While the days when screen size was a concern for online content creators may have already come and gone, there are still aesthetically relevant hot-button technical issues with digital platforms, such as video frame rates.

Narrative television shows and movies shot in high definition video are typically presented at 24 frames per second (fps), the film standard, instead of the 30 fps standard for video. The idea is that 24 fps gives the picture a more film-like look viewers will equate with higher quality programming, whereas 30 fps has a cheaper reality TV vibe. The irony is that, since it contains less visual information, 24 fps delivers a lower quality image than 30 fps.

But good luck making that point with film snobs.
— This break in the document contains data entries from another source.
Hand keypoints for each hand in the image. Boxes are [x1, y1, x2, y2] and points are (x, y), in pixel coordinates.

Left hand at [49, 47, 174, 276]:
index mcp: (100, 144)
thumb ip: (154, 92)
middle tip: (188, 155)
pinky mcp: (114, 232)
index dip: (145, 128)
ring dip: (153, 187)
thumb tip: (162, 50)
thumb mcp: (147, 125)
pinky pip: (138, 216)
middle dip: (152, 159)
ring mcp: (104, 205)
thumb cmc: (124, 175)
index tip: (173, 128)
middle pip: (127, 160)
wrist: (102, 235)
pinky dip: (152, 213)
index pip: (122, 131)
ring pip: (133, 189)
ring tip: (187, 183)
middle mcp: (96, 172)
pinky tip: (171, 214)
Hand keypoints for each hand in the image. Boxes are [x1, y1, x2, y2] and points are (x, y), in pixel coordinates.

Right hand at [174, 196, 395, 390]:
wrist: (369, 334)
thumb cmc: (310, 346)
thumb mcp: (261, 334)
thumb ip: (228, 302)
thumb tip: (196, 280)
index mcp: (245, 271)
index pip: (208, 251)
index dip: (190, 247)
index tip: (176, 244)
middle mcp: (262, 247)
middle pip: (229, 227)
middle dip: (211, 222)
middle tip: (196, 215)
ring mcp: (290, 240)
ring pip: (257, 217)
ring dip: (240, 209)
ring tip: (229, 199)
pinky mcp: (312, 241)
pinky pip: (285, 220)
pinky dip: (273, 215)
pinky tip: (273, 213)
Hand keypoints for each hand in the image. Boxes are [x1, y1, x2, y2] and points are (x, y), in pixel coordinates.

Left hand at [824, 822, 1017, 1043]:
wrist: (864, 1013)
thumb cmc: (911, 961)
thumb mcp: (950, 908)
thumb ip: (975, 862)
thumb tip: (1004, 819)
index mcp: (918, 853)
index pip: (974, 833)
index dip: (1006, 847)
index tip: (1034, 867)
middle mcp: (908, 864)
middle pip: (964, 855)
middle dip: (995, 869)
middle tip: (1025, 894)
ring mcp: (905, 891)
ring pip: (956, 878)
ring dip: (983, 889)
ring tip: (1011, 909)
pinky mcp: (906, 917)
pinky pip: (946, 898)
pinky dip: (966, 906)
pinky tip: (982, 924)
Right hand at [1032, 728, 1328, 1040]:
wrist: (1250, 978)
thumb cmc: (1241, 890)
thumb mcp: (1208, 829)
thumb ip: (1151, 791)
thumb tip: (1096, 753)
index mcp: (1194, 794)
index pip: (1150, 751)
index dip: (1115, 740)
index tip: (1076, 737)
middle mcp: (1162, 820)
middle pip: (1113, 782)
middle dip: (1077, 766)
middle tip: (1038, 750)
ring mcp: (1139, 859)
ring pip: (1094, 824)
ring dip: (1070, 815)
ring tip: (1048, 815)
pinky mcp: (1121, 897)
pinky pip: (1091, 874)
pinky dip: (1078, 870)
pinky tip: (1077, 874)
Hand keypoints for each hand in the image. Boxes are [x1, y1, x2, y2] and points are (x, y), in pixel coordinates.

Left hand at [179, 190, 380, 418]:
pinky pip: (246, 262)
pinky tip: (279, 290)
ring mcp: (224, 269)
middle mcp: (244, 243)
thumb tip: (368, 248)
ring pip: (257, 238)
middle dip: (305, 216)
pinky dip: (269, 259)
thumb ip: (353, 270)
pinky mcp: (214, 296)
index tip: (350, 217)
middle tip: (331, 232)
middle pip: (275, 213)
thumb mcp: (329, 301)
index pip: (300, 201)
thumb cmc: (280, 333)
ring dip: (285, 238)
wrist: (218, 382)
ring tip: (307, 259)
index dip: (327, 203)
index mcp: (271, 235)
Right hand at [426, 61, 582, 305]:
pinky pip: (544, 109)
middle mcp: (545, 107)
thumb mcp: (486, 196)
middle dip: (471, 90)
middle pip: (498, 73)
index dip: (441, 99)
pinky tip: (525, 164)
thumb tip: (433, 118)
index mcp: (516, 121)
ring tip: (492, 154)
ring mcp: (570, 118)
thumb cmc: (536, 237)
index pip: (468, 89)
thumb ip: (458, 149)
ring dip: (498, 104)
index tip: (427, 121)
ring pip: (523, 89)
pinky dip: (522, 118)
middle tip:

“I’m continually saying to people, ‘Can you please tell me what’s more cinematic about 24 than 30?’ and nobody can,” says Ferguson, who shoots Guidestones at 30 fps. “And when I dig deeper, it seems to be about nostalgia, and this is probably from people who’ve never shot film before.”

But Ferguson  — who shot season 1 of Guidestones in 720p instead of 1080p because it was all his editing laptop could handle — allows that resolution “is not the be all and end all. It’s also the composition and the lighting and what you put in front of the camera.”

But that’s not to say the medium can’t strongly affect the message, visually and otherwise. One example is Vine. Shot almost exclusively on smart phones, with a length limit of six seconds, the platform has quickly formed its own unique aesthetic that favors the slapstick and the surreal.

juliastilesNo matter what the platform, “there’s always a filter; a translation,” says Rodrigo Garcia (pictured at top), writer/director of the Hulu series Blue and co-founder of WIGS online network. “There’s a big argument on Instagram right now about using filters, and people are always saying, ‘This is with no filter.’ Even Instagram without a filter, there’s a filter there – the camera that you use, how you transferred that file, the fact that you posted it on Instagram instead of Facebook.”

The most significant filters for most digital-first projects is not the size of the screens they’re viewed on, but the low budgets and small, the guerrilla-style crews used to shoot them. But these limitations need not be artistically fatal, according to Garcia.

“An Iranian filmmaker under house arrest in Tehran did a film on his iPhone (Jafar Panahi’s This is Not a Film), and that was enough,” says Garcia, whose father was the acclaimed Colombian novelist Gabriel Garcia Marquez (One Hundred Years of Solitude). “As a filmmaker, you make the movie you need to make anyway you need to make it. The bottom is line is, does it move you? I don’t give a rat’s ass what it’s shot on if it’s not moving me.”